# CS 1656 – Introduction to Data Science

## Instructor: Alexandros Labrinidis / Teaching Assistant: Xiaoting Li
### Additional credits: Tahereh Arabghalizi, E. Karageorgos, Zuha Agha, Anatoli Shein, Phuong Pham
## Recitation 7: Data Analysis with Pandas
---
So far we have encountered basic data manipulation with pandas Dataframes including row and column selection, boolean indexing, working with missing values, groupby and aggregate functions such as mean(). But there are many other powerful data manipulation and analysis techniques available in pandas. In this recitation, we will learn some more advanced ways for data anylsis in Python using Dataframes. 

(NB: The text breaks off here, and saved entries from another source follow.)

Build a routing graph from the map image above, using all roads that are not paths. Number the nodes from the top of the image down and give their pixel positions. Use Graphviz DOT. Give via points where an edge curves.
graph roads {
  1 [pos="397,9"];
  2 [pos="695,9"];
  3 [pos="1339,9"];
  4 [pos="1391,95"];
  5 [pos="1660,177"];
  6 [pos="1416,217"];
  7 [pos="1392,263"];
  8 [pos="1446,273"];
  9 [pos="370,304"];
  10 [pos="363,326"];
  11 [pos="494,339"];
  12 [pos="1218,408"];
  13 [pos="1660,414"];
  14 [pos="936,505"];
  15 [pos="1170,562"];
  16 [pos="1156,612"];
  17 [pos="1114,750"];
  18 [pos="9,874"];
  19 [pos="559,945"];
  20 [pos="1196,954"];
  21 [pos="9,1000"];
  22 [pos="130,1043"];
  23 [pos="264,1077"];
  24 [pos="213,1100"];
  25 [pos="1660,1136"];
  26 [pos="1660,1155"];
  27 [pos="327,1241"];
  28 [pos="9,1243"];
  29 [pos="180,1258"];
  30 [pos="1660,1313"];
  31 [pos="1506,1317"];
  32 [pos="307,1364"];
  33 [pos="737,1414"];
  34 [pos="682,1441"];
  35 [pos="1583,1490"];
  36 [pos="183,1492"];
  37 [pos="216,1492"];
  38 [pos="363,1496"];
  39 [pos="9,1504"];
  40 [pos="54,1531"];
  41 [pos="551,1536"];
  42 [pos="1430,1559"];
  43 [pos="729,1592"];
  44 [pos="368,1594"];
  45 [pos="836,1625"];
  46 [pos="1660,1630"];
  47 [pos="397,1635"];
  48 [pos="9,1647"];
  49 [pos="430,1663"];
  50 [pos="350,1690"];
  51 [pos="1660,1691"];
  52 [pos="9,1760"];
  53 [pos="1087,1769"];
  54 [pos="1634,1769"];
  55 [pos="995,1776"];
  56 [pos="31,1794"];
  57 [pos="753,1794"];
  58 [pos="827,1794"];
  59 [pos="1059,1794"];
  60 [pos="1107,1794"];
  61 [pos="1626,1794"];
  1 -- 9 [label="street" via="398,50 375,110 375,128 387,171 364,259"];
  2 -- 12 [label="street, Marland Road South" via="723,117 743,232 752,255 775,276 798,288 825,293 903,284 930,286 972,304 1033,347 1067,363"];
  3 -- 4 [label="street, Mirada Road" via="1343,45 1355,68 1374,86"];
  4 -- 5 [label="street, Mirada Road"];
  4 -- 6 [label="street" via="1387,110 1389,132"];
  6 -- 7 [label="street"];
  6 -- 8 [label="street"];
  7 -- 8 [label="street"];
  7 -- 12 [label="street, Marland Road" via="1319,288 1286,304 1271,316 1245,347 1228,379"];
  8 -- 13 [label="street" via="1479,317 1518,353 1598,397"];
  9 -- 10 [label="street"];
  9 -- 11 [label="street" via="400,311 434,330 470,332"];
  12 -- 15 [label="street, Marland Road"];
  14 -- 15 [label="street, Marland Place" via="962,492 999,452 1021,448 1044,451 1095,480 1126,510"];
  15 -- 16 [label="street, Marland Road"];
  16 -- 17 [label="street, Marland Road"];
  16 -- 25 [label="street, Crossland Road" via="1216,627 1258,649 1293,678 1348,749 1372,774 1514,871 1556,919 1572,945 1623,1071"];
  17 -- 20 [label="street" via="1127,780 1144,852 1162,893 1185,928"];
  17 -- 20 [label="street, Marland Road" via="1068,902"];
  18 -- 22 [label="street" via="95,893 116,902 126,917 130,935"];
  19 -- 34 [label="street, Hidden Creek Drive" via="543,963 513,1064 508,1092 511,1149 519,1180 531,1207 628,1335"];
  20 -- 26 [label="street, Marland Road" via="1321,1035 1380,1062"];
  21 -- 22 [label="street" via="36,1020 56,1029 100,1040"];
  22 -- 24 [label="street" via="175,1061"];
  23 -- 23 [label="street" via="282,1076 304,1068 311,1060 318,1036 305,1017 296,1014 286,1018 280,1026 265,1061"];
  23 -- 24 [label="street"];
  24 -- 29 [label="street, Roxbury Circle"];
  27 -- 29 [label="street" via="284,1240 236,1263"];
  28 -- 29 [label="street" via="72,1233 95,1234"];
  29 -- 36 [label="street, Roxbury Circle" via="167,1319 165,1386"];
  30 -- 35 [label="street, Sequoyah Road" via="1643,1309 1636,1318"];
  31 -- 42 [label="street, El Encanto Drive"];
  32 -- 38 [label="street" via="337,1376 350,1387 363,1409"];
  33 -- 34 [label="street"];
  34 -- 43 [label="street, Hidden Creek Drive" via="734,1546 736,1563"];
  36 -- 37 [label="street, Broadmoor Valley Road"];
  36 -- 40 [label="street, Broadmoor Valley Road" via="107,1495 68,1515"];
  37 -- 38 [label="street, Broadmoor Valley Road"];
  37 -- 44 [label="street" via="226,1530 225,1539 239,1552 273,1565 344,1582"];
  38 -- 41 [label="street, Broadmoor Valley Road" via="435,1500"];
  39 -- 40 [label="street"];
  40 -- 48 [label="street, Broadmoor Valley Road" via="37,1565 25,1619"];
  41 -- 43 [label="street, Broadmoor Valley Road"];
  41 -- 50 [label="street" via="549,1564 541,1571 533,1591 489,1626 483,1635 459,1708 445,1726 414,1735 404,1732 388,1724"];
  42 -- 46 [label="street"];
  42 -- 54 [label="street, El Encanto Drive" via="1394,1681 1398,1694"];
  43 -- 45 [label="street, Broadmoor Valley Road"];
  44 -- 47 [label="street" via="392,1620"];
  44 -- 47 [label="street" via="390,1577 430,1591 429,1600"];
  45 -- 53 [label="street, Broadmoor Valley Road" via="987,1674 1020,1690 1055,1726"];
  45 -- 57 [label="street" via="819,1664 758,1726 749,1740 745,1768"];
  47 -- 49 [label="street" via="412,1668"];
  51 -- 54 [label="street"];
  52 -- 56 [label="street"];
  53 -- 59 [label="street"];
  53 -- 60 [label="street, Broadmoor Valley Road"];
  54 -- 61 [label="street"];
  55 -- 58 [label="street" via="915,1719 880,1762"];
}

Begin by importing pandas package.

In [None]:
import pandas as pd

Next load the dataset that we will be playing arround with.

In [None]:
df = pd.read_csv('http://data.cs1656.org/coffee-chain.csv')
df.head()

Let's get the subset of the dataframe we need.

In [None]:
df_small = df[['Area Code','Market', 'Market Size', 'Product', 'Product Line', 'Product Type', 'State', 'Type', 'Profit','Total Expenses']].copy()
df_small.head()

## Slicing & Indexing
What we saw above was slicing. Slicing uses the [] operator selects a set of rows and/or columns from a DataFrame.

**Slicing rows**

To slice out a set of rows, you use the following syntax: data[start:stop]. When slicing in pandas the start bound is included in the output. 

In [None]:
df_small[0:3]

**Slicing vs Copying**

We might have thought that we were creating a fresh copy of df_small when we did slicing. However the statement y = x doesn’t create a copy of our DataFrame. It creates a new variable y that refers to the same object x refers to. This means that there is only one object (the DataFrame), and both x and y refer to it. To create a fresh copy of the DataFrame you can use the syntax y=x.copy(). We will see the effect of slicing but not copying in later steps. 

** Indexing **

We can select specific ranges of our data in both the row and column directions using either label or integer-based indexing.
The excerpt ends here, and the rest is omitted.